**Given records**
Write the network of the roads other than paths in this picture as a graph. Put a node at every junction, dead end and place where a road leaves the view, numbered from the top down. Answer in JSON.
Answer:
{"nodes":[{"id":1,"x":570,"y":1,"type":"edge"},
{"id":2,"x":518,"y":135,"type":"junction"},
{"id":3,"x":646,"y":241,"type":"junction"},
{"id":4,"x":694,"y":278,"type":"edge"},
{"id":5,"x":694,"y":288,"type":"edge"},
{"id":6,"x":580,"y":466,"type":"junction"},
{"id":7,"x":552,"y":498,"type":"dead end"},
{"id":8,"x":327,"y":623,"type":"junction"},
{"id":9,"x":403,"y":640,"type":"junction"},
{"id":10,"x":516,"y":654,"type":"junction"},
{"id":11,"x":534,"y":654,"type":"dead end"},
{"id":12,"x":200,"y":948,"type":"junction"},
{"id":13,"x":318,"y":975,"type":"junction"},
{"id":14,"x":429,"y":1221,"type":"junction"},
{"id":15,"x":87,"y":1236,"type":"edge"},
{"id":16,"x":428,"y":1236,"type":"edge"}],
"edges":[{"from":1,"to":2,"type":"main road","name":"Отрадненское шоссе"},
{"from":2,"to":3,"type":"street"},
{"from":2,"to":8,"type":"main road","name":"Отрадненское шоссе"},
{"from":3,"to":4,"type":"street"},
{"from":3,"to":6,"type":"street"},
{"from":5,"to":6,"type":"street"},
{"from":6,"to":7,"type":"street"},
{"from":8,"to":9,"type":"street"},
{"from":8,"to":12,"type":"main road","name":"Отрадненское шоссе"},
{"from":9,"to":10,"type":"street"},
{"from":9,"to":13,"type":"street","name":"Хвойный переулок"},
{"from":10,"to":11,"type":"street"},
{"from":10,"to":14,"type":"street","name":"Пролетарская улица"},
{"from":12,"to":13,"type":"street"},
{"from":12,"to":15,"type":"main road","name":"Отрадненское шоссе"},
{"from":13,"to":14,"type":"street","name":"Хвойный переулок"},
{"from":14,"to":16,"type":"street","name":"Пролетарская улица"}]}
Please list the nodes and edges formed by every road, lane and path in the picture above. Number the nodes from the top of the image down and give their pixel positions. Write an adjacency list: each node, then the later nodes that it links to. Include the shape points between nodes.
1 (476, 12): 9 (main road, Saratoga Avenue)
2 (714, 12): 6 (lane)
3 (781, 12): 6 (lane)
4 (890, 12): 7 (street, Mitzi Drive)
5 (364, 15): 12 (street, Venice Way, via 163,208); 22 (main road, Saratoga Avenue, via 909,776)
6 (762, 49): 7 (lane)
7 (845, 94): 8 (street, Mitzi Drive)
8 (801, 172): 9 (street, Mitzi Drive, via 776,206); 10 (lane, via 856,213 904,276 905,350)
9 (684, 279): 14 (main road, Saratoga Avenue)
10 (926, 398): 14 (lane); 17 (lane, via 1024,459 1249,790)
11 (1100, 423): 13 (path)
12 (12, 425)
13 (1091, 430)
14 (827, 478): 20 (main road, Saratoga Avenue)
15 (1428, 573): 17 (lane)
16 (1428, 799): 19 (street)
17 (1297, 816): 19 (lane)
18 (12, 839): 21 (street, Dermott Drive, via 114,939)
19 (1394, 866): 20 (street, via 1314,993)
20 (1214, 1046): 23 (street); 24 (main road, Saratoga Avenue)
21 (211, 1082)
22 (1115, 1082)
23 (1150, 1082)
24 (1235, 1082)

**Your assignment**
Search the listing above for the string "down" and copy each line that has it.

**Solution below**
Write the network of the roads other than paths in this picture as a graph. Put a node at every junction, dead end and place where a road leaves the view, numbered from the top down. Answer in JSON.
Please list the nodes and edges formed by every road, lane and path in the picture above. Number the nodes from the top of the image down and give their pixel positions. Write an adjacency list: each node, then the later nodes that it links to. Include the shape points between nodes.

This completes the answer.